When I hear "Defense Attorney Frank Mungo," I can't help thinking of...

…Mongo from Blazing Saddles.

Seriously. It seems like 1/3 of the Google Ads here on the SDMB are for Frank Mungo. As in, “Elite Criminal Lawyer Frank Mungo YOUR life matters-YOU are protected www.PremierDefense.net.” I’m sure he’s a good lawyer. I mean, I don’t have what it takes to go through years of law school, an internship, and everything else it takes to become a lawyer, so Frank Mungo definitely has got one on me in that category. And he’s probably a great human being, too.

But dammit, every time I see his name at the bottom of the Dope, I think of Mongo.

Frank Mungo only pawn, in game of life.

Candygram for Mungo!
From Opposing Counsel.

I dont think I could be in the courtroom if this guy was there.
I wouldn’t be able to resist whispering one-liners to whomever was sitting next to me and I’d probably get kicked out by the judge.

Mungo cross-examine witness.

Mungo object!

Mungo tired. Mungo defense rest now.

I think of the guy from Mungo Jerry (did the song “In the Summertime”)

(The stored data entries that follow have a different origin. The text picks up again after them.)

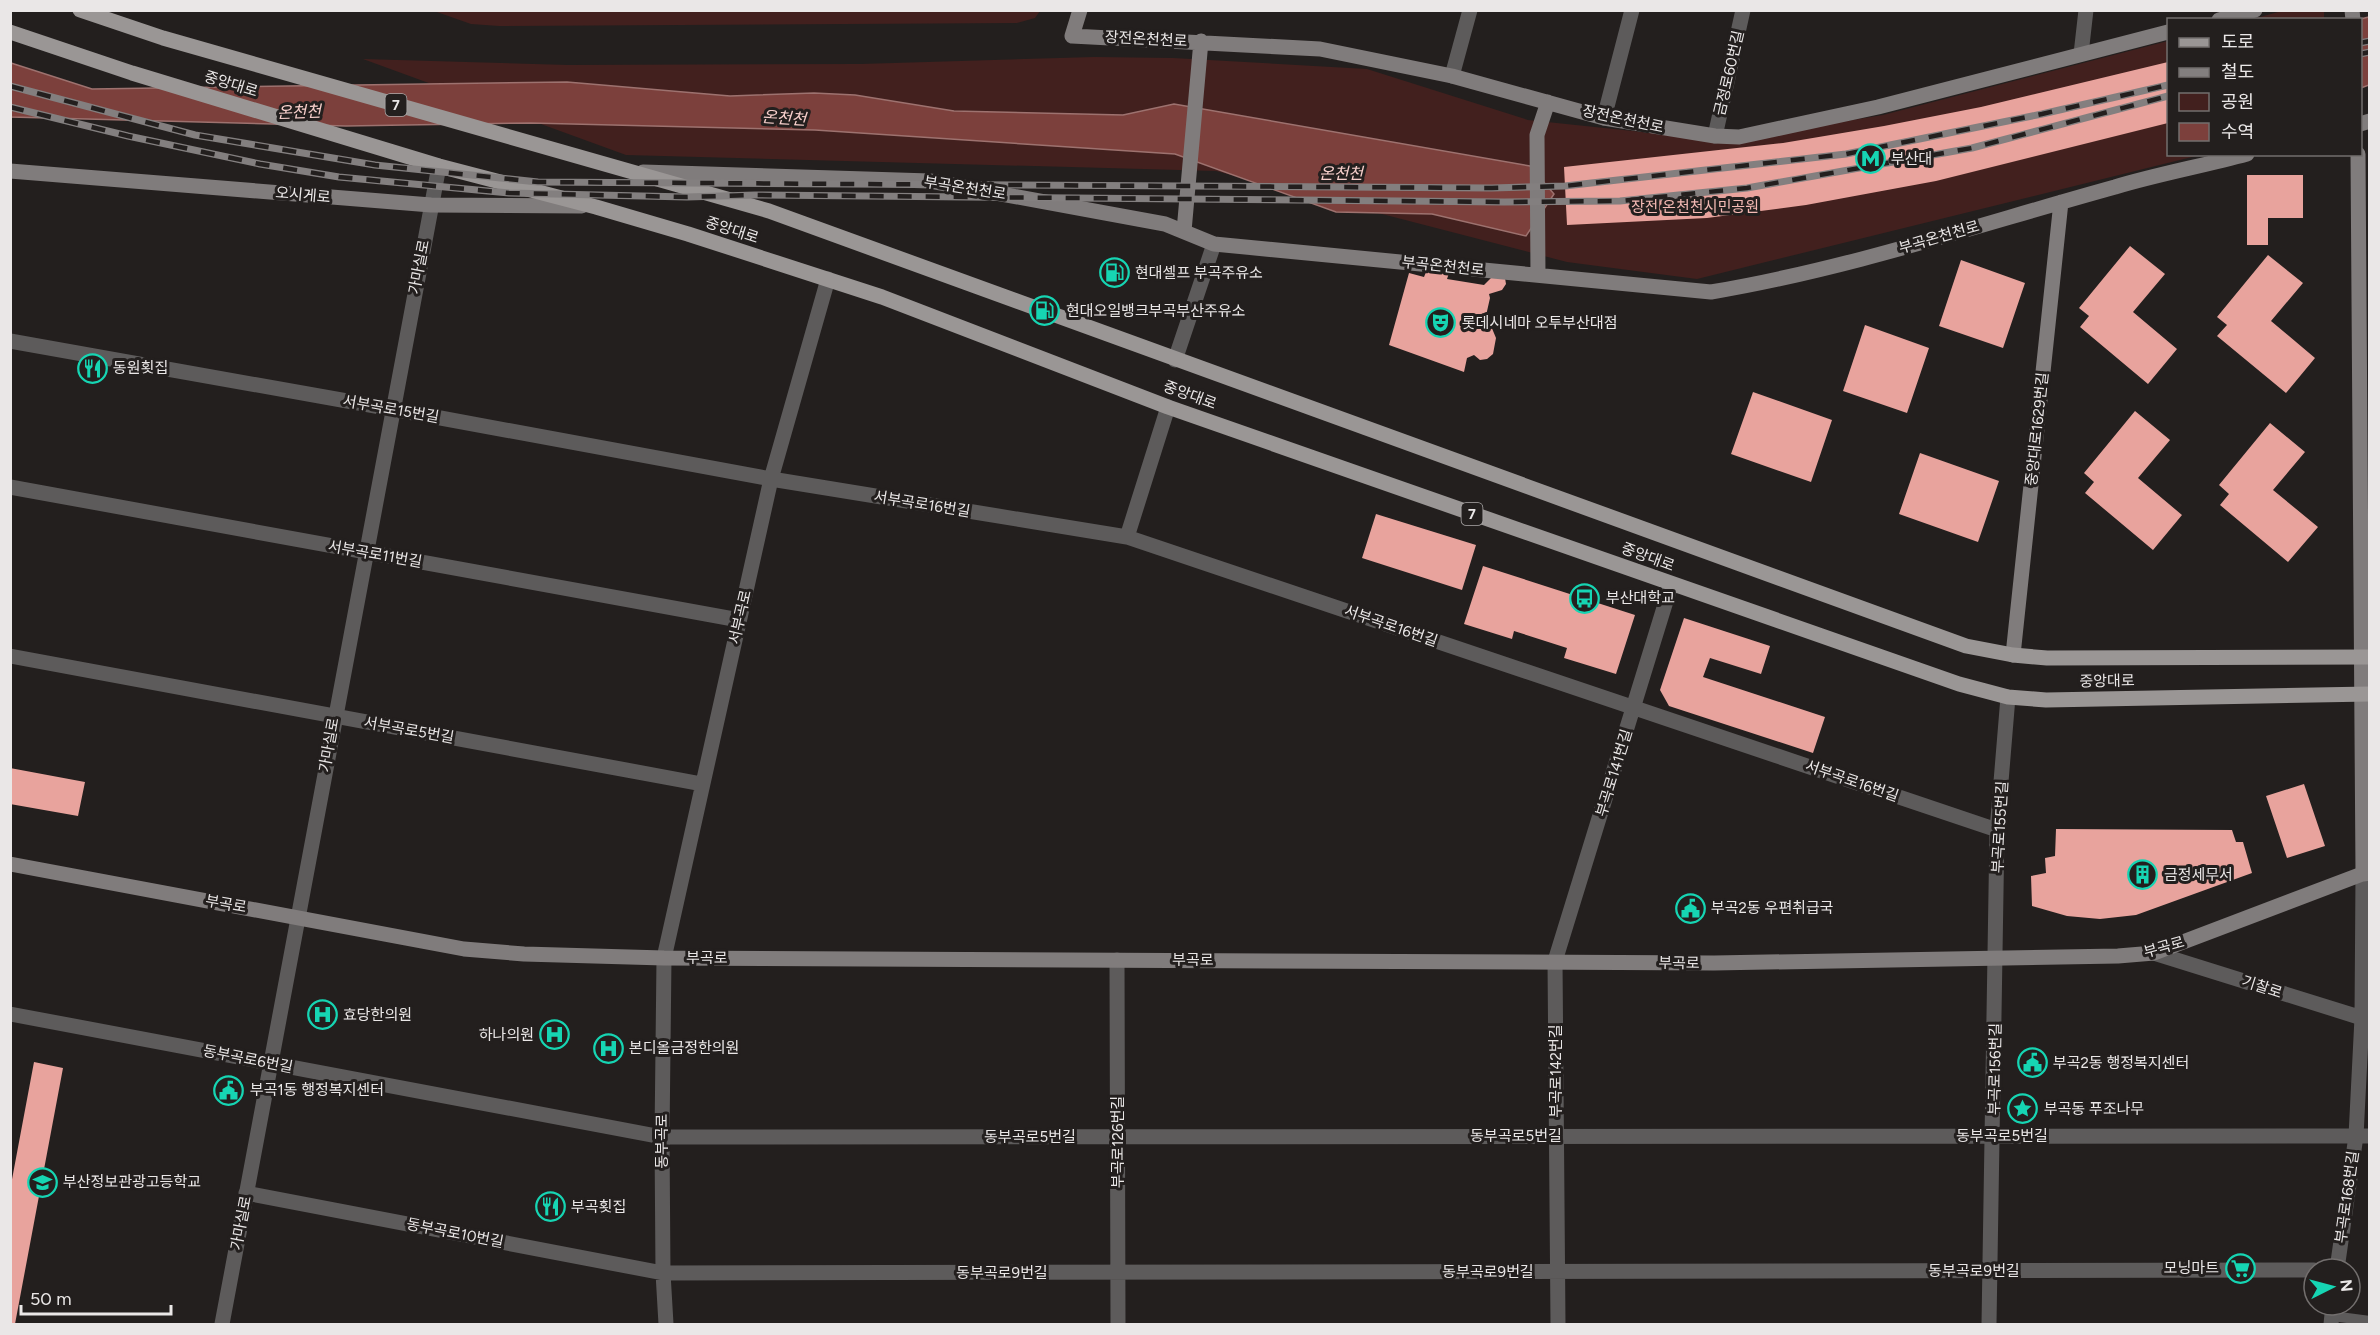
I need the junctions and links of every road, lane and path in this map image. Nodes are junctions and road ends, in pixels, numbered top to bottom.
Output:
1 (80, 10) edge
2 (1080, 10) edge
3 (1470, 10) edge
4 (1632, 10) edge
5 (1743, 10) edge
6 (2086, 10) edge
7 (2255, 10) edge
8 (2226, 18) edge
9 (10, 32) edge
10 (2167, 32) edge
11 (1200, 41) junction
12 (2081, 54) junction
13 (1452, 76) junction
14 (1548, 102) junction
15 (1604, 118) junction
16 (1715, 136) junction
17 (2239, 156) edge
18 (2358, 156) edge
19 (439, 166) junction
20 (10, 171) edge
21 (629, 172) junction
22 (2061, 202) junction
23 (432, 205) junction
24 (596, 207) junction
25 (1185, 224) junction
26 (1214, 244) junction
27 (1538, 275) junction
28 (828, 279) junction
29 (10, 341) edge
30 (1175, 360) junction
31 (1168, 407) junction
32 (392, 409) junction
33 (771, 479) junction
34 (10, 487) edge
35 (1127, 537) junction
36 (365, 552) junction
37 (1671, 585) junction
38 (739, 620) junction
39 (2013, 655) junction
40 (10, 656) edge
41 (2365, 657) edge
42 (2366, 694) edge
43 (2008, 697) junction
44 (1635, 708) junction
45 (334, 717) junction
46 (702, 784) junction
47 (1997, 830) junction
48 (10, 864) edge
49 (2367, 873) edge
50 (298, 918) junction
51 (2154, 952) junction
52 (664, 958) junction
53 (1997, 958) junction
54 (1117, 960) junction
55 (1555, 962) junction
56 (10, 1014) edge
57 (2366, 1018) edge
58 (271, 1063) junction
59 (1556, 1136) junction
60 (1993, 1136) junction
61 (2363, 1136) edge
62 (662, 1137) junction
63 (1118, 1137) junction
64 (246, 1193) junction
65 (2339, 1257) edge
66 (2302, 1270) edge
67 (1990, 1271) junction
68 (1118, 1272) junction
69 (1558, 1272) junction
70 (663, 1273) junction
71 (2345, 1317) edge
72 (2370, 1321) edge
73 (222, 1324) edge
74 (666, 1324) edge
75 (1118, 1324) edge
76 (1558, 1324) edge
77 (1989, 1324) edge

1 - 21 main road, 중앙대로 / 7
2 - 11 main road, 장전온천천로
3 - 13 street
4 - 15 street
5 - 16 street, 금정로60번길
6 - 12 street
7 - 8 main road
9 - 19 main road, 중앙대로 / 7
10 - 12 main road, 장전온천천로
11 - 13 main road, 장전온천천로
11 - 25 main road
12 - 16 main road, 장전온천천로
13 - 14 main road, 장전온천천로
14 - 15 main road, 장전온천천로
14 - 27 main road
15 - 16 main road, 장전온천천로
17 - 22 main road, 부곡온천천로
18 - 41 main road
19 - 23 street, 가마실로
19 - 24 main road, 중앙대로 / 7
20 - 23 main road, 오시게로
21 - 25 main road, 부곡온천천로
21 - 30 main road, 중앙대로 / 7
22 - 27 main road, 부곡온천천로
22 - 39 main road, 중앙대로1629번길
23 - 24 main road, 오시게로
23 - 32 street, 가마실로
24 - 28 main road, 중앙대로 / 7
25 - 26 main road, 부곡온천천로
26 - 27 main road, 부곡온천천로
26 - 30 street
28 - 31 main road, 중앙대로 / 7
28 - 33 street, 서부곡로
29 - 32 street, 서부곡로15번길
30 - 39 main road, 중앙대로 / 7
31 - 35 street
31 - 37 main road, 중앙대로 / 7
32 - 33 street, 서부곡로15번길
32 - 36 street, 가마실로
33 - 35 street, 서부곡로16번길
33 - 38 street, 서부곡로
34 - 36 street, 서부곡로11번길
35 - 44 street, 서부곡로16번길
36 - 38 street, 서부곡로11번길
36 - 45 street, 가마실로
37 - 43 main road, 중앙대로 / 7
37 - 44 street, 부곡로141번길
38 - 46 street, 서부곡로
39 - 41 main road, 중앙대로 / 7
40 - 45 street, 서부곡로5번길
41 - 42 main road
42 - 43 main road, 중앙대로 / 7
42 - 49 main road
43 - 47 street, 부곡로155번길
44 - 47 street, 서부곡로16번길
44 - 55 street, 부곡로141번길
45 - 46 street, 서부곡로5번길
45 - 50 street, 가마실로
46 - 52 street, 서부곡로
47 - 53 street, 부곡로155번길
48 - 50 main road, 부곡로
49 - 51 main road, 부곡로
49 - 57 street, 부곡로168번길
50 - 52 main road, 부곡로
50 - 58 street, 가마실로
51 - 53 main road, 부곡로
51 - 57 street, 기찰로
52 - 54 main road, 부곡로
52 - 62 street, 동부곡로
53 - 55 main road, 부곡로
53 - 60 street, 부곡로156번길
54 - 55 main road, 부곡로
54 - 63 street, 부곡로126번길
55 - 59 street, 부곡로142번길
56 - 58 street, 동부곡로6번길
57 - 61 street, 부곡로168번길
58 - 62 street, 동부곡로6번길
58 - 64 street, 가마실로
59 - 60 street, 동부곡로5번길
59 - 63 street, 동부곡로5번길
59 - 69 street, 부곡로142번길
60 - 61 street, 동부곡로5번길
60 - 67 street, 부곡로156번길
61 - 65 street, 부곡로168번길
62 - 63 street, 동부곡로5번길
62 - 70 street, 동부곡로
63 - 68 street, 부곡로126번길
64 - 70 street, 동부곡로10번길
64 - 73 street, 가마실로
66 - 67 street, 동부곡로9번길
67 - 69 street, 동부곡로9번길
67 - 77 street, 부곡로156번길
68 - 69 street, 동부곡로9번길
68 - 70 street, 동부곡로9번길
68 - 75 street, 부곡로126번길
69 - 76 street, 부곡로142번길
70 - 74 street, 동부곡로
71 - 72 lane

And I’m reminded of the greatest single Jeopardy category ever. It was called “Starts with M”

$100
In “South Pacific,” this fruit, along with the banana, can be picked right off the tree.

What is Mango?

$200
Ming the Merciless is the ruler of this planet.

What is Mongo?

$300
Ed Ames played this character on TV’s “Daniel Boone.”

What is Mingo?

$400
Audio Daily Double!

They actually got the Audio Daily Double wrong – even though it should be obvious even without hearing the song.